INPUT MATERIAL:
########################################

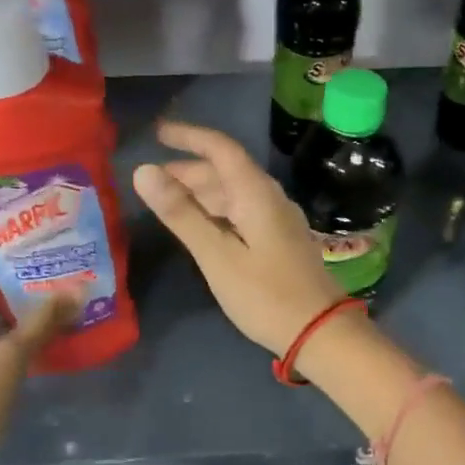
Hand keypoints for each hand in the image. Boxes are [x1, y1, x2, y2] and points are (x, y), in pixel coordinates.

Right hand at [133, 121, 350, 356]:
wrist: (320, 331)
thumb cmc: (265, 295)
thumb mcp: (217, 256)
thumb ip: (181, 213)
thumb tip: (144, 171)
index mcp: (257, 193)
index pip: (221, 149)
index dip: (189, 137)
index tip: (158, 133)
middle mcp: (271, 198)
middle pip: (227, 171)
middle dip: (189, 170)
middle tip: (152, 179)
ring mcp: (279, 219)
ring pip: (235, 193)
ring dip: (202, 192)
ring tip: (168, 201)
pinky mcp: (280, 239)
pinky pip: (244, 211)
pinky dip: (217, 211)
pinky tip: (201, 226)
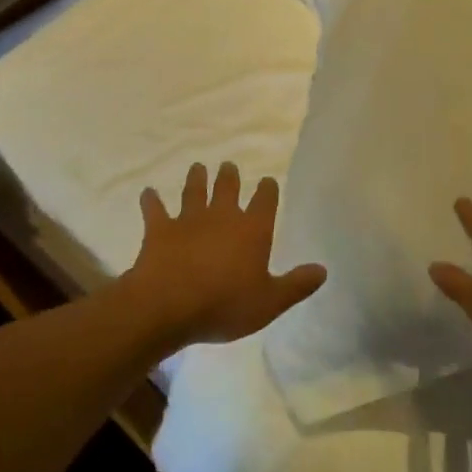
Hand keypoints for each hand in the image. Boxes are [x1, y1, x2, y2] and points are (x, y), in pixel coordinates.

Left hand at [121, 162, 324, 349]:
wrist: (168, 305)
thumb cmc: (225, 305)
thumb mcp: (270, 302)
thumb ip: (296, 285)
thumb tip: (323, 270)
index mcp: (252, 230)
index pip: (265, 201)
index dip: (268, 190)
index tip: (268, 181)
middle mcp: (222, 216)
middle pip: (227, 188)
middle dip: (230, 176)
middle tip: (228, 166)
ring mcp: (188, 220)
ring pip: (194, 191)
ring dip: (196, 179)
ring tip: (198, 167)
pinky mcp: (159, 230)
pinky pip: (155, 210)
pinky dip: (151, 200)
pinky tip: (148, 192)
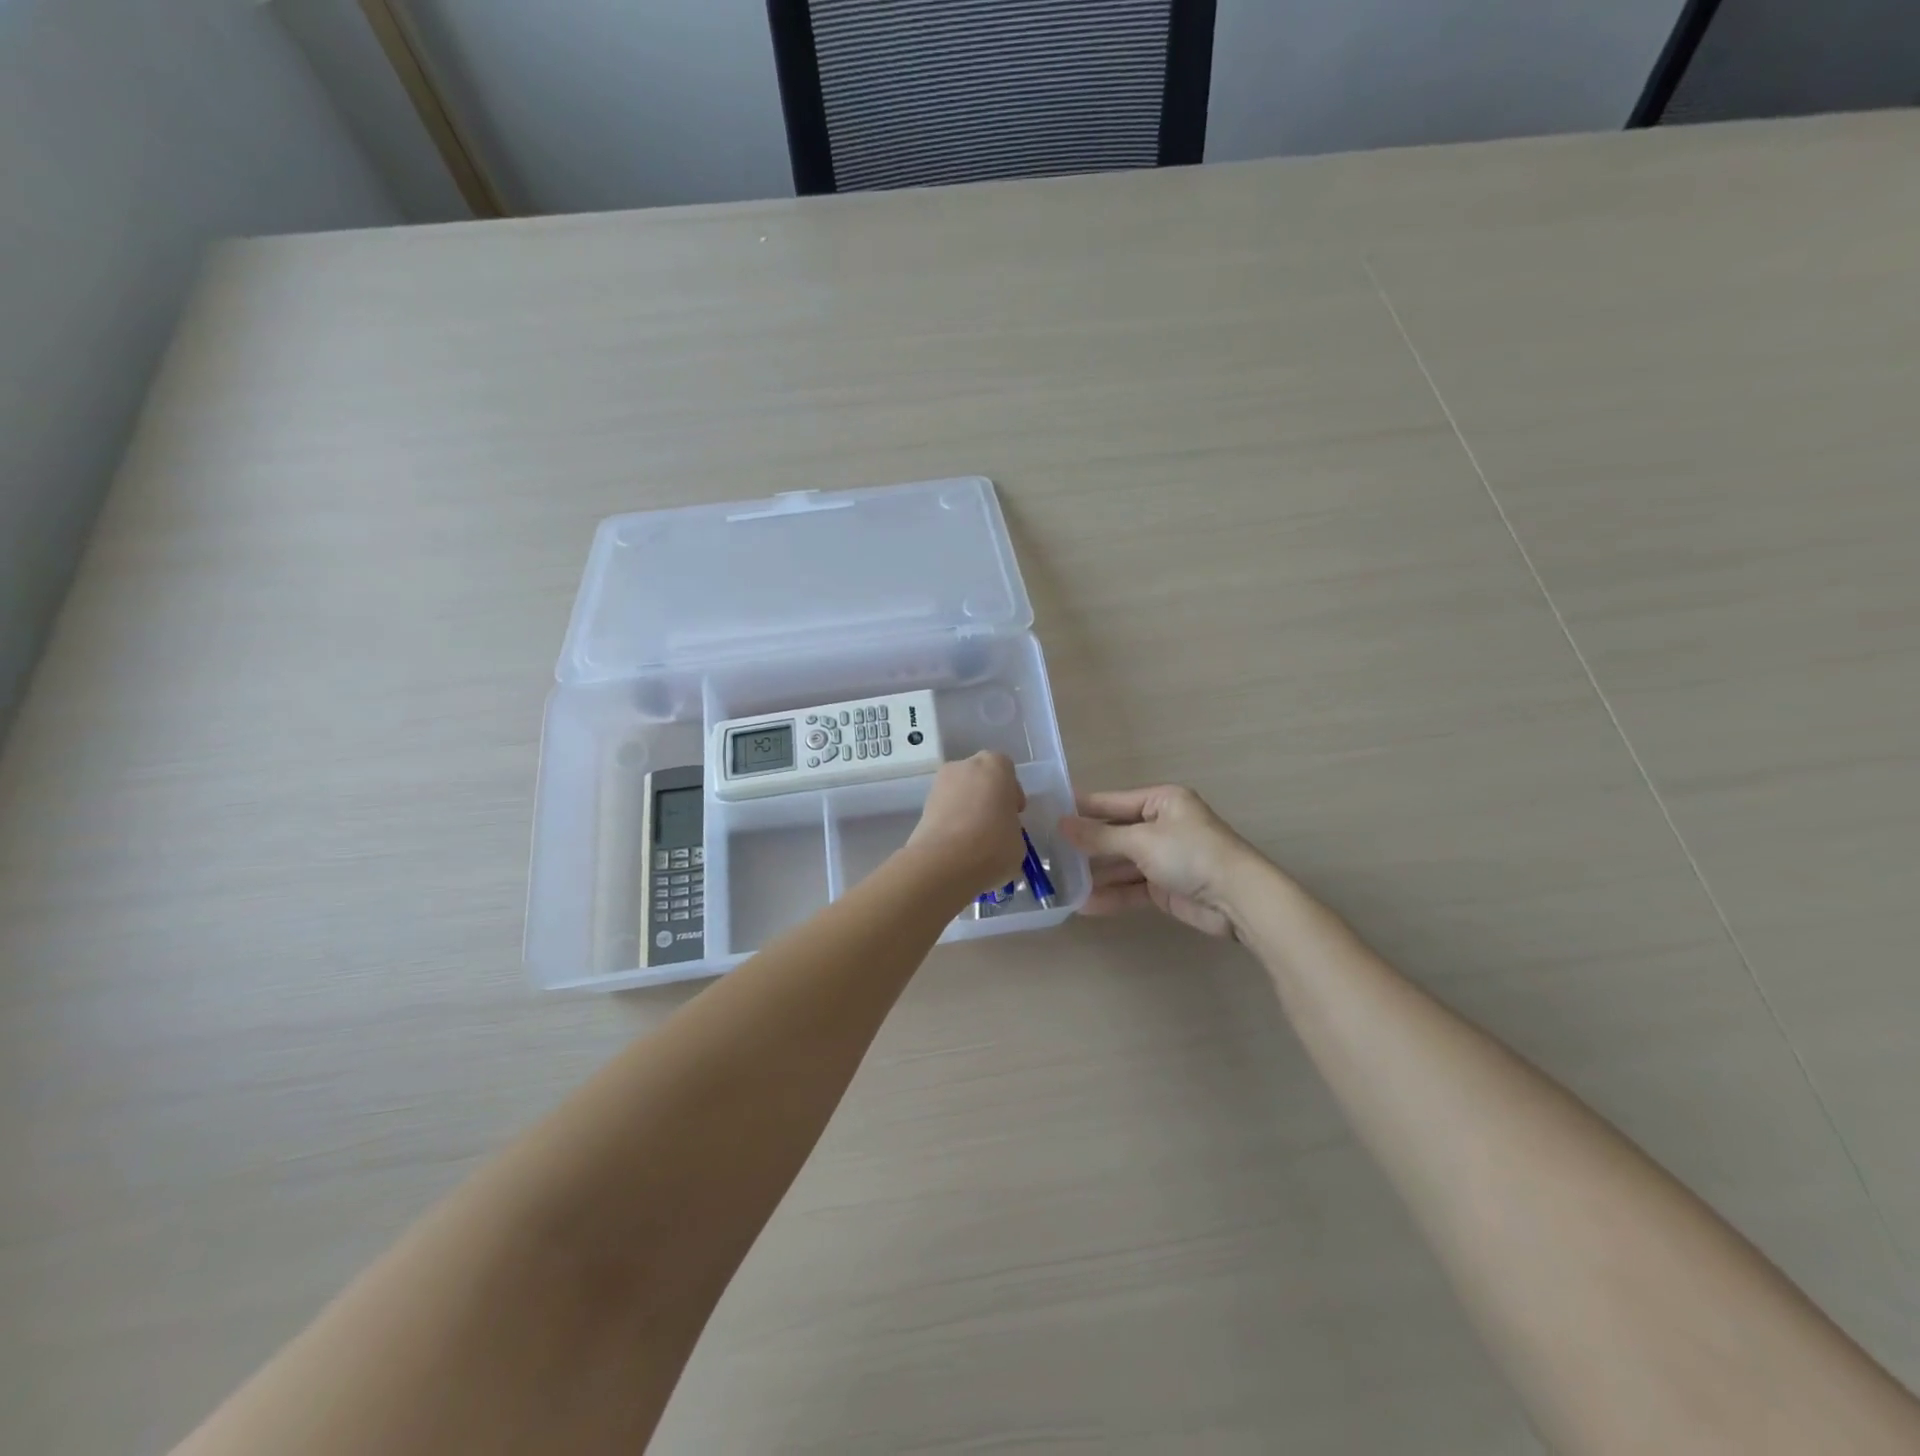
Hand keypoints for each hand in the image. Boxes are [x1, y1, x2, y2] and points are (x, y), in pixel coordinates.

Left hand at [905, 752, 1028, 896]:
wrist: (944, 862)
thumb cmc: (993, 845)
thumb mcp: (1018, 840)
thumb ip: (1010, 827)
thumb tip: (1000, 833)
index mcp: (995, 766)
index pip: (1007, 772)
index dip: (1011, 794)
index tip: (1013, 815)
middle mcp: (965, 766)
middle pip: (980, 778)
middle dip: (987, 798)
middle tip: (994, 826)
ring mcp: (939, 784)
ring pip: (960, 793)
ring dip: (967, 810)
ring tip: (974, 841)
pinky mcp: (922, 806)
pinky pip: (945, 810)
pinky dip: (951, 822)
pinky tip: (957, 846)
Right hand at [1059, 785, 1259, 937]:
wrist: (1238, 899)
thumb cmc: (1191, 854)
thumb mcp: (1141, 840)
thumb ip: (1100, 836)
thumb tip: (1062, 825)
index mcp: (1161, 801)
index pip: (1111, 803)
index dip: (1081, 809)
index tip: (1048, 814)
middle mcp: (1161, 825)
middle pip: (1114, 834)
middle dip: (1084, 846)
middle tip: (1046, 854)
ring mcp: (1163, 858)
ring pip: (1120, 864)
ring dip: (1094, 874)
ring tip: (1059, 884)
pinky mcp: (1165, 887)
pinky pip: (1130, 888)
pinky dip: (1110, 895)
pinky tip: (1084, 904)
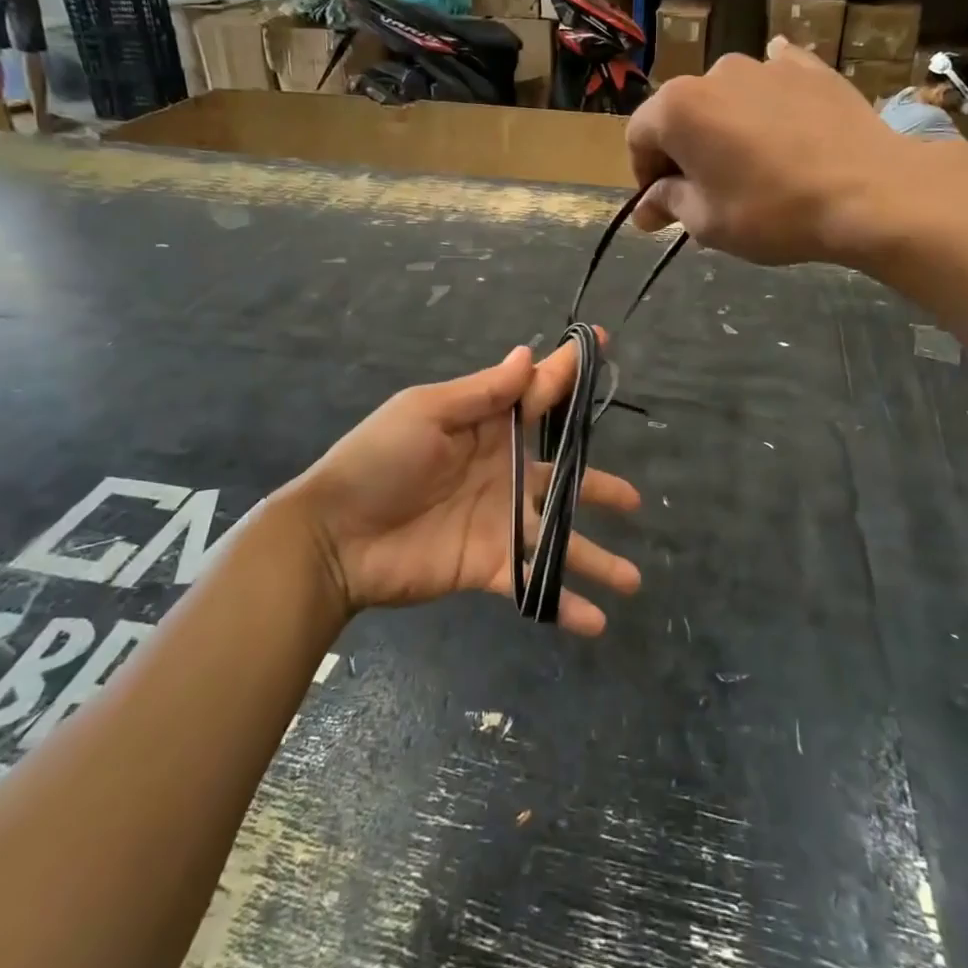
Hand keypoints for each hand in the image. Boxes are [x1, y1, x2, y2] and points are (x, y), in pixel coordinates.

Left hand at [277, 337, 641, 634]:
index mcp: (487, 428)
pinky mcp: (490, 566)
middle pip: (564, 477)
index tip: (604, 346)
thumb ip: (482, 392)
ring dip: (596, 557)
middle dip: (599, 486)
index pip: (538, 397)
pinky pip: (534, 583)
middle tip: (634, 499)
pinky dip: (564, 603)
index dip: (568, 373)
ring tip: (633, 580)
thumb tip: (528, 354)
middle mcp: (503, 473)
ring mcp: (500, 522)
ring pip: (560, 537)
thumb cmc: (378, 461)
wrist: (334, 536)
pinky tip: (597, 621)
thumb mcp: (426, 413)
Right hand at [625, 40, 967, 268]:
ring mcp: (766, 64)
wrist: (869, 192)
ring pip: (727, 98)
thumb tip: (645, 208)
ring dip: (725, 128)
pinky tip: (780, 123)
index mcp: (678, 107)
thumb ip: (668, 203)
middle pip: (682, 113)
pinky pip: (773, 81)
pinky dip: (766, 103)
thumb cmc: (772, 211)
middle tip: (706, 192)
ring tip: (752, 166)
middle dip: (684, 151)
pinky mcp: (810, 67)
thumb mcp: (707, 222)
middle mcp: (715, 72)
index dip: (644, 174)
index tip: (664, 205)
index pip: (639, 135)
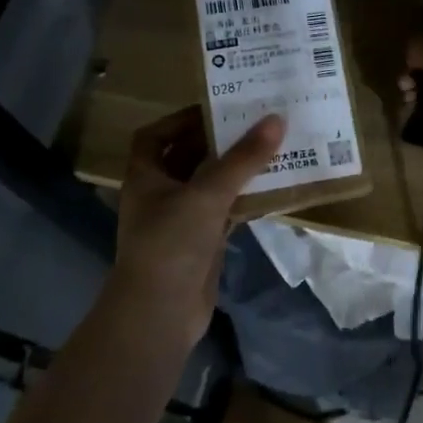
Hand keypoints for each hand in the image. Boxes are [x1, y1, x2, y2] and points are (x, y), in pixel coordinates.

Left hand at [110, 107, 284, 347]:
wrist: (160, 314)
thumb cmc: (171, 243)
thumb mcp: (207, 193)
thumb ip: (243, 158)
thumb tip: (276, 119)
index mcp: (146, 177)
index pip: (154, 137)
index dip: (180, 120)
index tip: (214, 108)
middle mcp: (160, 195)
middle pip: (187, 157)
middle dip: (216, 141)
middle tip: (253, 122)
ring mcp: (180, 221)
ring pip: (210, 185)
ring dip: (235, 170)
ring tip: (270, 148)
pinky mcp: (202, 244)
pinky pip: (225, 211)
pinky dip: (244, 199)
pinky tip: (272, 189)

########################################

TRY IT: A verbatim copy of the listing is required, with all pictures left out.

WRITTEN SOLUTION:
Hand keypoints for each hand in the image. Boxes are [x1, y1, x2, y2] and points are (x, y), in pixel coordinates.

Right hand at [133, 121, 350, 356]:
wrist: (320, 331)
thumb cmc: (265, 295)
thumb mcp: (217, 256)
thumb ip: (181, 213)
thumb tip: (144, 171)
index mcp: (257, 193)
index pip: (221, 149)
index dip: (189, 137)
index tip: (158, 133)
middle mcp: (271, 198)
middle pip: (227, 171)
middle dip: (189, 170)
middle tip: (152, 179)
ring mcp: (279, 219)
ring pip: (235, 193)
ring dip: (202, 192)
ring tip: (168, 201)
pinky mcp: (280, 239)
pinky pip: (244, 211)
pinky dip: (217, 211)
pinky tip: (201, 226)
Hand keypoints for each hand in the image. Boxes are [x1, y1, x2, y2] and points are (x, y), in pixel coordinates.

Left hand at [121, 162, 324, 349]:
wrist: (168, 305)
thumb cmc: (225, 305)
thumb mcp: (270, 302)
thumb ip: (296, 285)
thumb tip: (323, 270)
index mcp: (252, 230)
index pip: (265, 201)
index dip: (268, 190)
index tip: (268, 181)
middle mcp: (222, 216)
middle pip: (227, 188)
middle dip: (230, 176)
middle tip: (228, 166)
ring mcp: (188, 220)
ring pip: (194, 191)
ring dip: (196, 179)
ring tip: (198, 167)
pinky mcp: (159, 230)
pinky pip: (155, 210)
pinky dip: (151, 200)
pinky tip: (148, 192)
Hand keypoints for each hand in the image. Boxes are [x1, y1, x2, y2] and points are (x, y), in pixel coordinates.

Left hand at [905, 752, 1028, 896]:
wrist: (944, 862)
thumb cmc: (993, 845)
thumb mcp: (1018, 840)
thumb ip: (1010, 827)
thumb tip: (1000, 833)
index mcp: (995, 766)
index pip: (1007, 772)
index dip: (1011, 794)
index tip: (1013, 815)
middle mcp: (965, 766)
middle pip: (980, 778)
middle dip: (987, 798)
middle tip: (994, 826)
ring mcp: (939, 784)
ring pip: (960, 793)
ring dip: (967, 810)
ring tip: (974, 841)
pinky mcp: (922, 806)
pinky pip: (945, 810)
pinky dip: (951, 822)
pinky tip: (957, 846)
Right hand at [1059, 785, 1259, 937]:
wrist: (1238, 899)
thumb cmc: (1191, 854)
thumb mcp: (1141, 840)
thumb ip: (1100, 836)
thumb tip: (1062, 825)
index mcp: (1161, 801)
index pip: (1111, 803)
index dip: (1081, 809)
index tip: (1048, 814)
middle mcp: (1161, 825)
middle pip: (1114, 834)
middle dip: (1084, 846)
middle tip: (1046, 854)
ring mcp: (1163, 858)
ring pip: (1120, 864)
ring dip: (1094, 874)
ring tip: (1059, 884)
pinky mcp: (1165, 887)
pinky pip: (1130, 888)
pinky dip: (1110, 895)
pinky tip: (1084, 904)
Hand keypoints for each hand in the image. Boxes are [x1, y1, x2, y2] and points are (x, y), in pixel coordinates.

Left hand at [277, 337, 641, 634]:
index mcp: (487, 428)
pinky mcp: (490, 566)
middle pip: (564, 477)
index tip: (604, 346)
thumb ip: (482, 392)
ring dip: (596, 557)
middle dip: (599, 486)
index pip: (538, 397)
pinky pip: (534, 583)
middle tip: (634, 499)
pinky dip: (564, 603)
index dip: (568, 373)
ring tip: (633, 580)
thumb tip: (528, 354)
middle mcp: (503, 473)
ring mcp: (500, 522)
ring pip: (560, 537)
thumb cmc: (378, 461)
wrist: (334, 536)
pinky tip: (597, 621)
thumb mcp: (426, 413)
Right hand at [625, 40, 967, 268]:
ring mcp: (766, 64)
wrist: (869, 192)
ring pip: (727, 98)
thumb tip: (645, 208)
ring dip: (725, 128)
pinky tip: (780, 123)
index mcp: (678, 107)
thumb ip: (668, 203)
middle pip: (682, 113)
pinky pip: (773, 81)
pinky dip: (766, 103)
thumb cmc: (772, 211)
middle tip: (706, 192)
ring tip: (752, 166)
middle dip: (684, 151)
pinky mcp: (810, 67)
thumb mcp: (707, 222)
middle mcp: (715, 72)
index dip: (644, 174)
index tip: (664, 205)
index pip: (639, 135)
Hand keypoints for each hand in the image. Boxes are [x1, y1, x2, y2] and points are (x, y), in pixel coordinates.

Left hand at [110, 107, 284, 347]:
wrist: (160, 314)
thumb cmc: (171, 243)
thumb mcp: (207, 193)
thumb ip: (243, 158)
thumb tip: (276, 119)
index mcp: (146, 177)
index pip: (154, 137)
index dip: (180, 120)
index tip: (214, 108)
middle mcp: (160, 195)
middle pip: (187, 157)
middle dip: (216, 141)
middle tip: (253, 122)
ring mcp: (180, 221)
ring pip: (210, 185)
ring dip: (235, 170)
ring tip: (270, 148)
pinky mcp: (202, 244)
pinky pip: (225, 211)
pinky dip: (244, 199)
pinky tip: (272, 189)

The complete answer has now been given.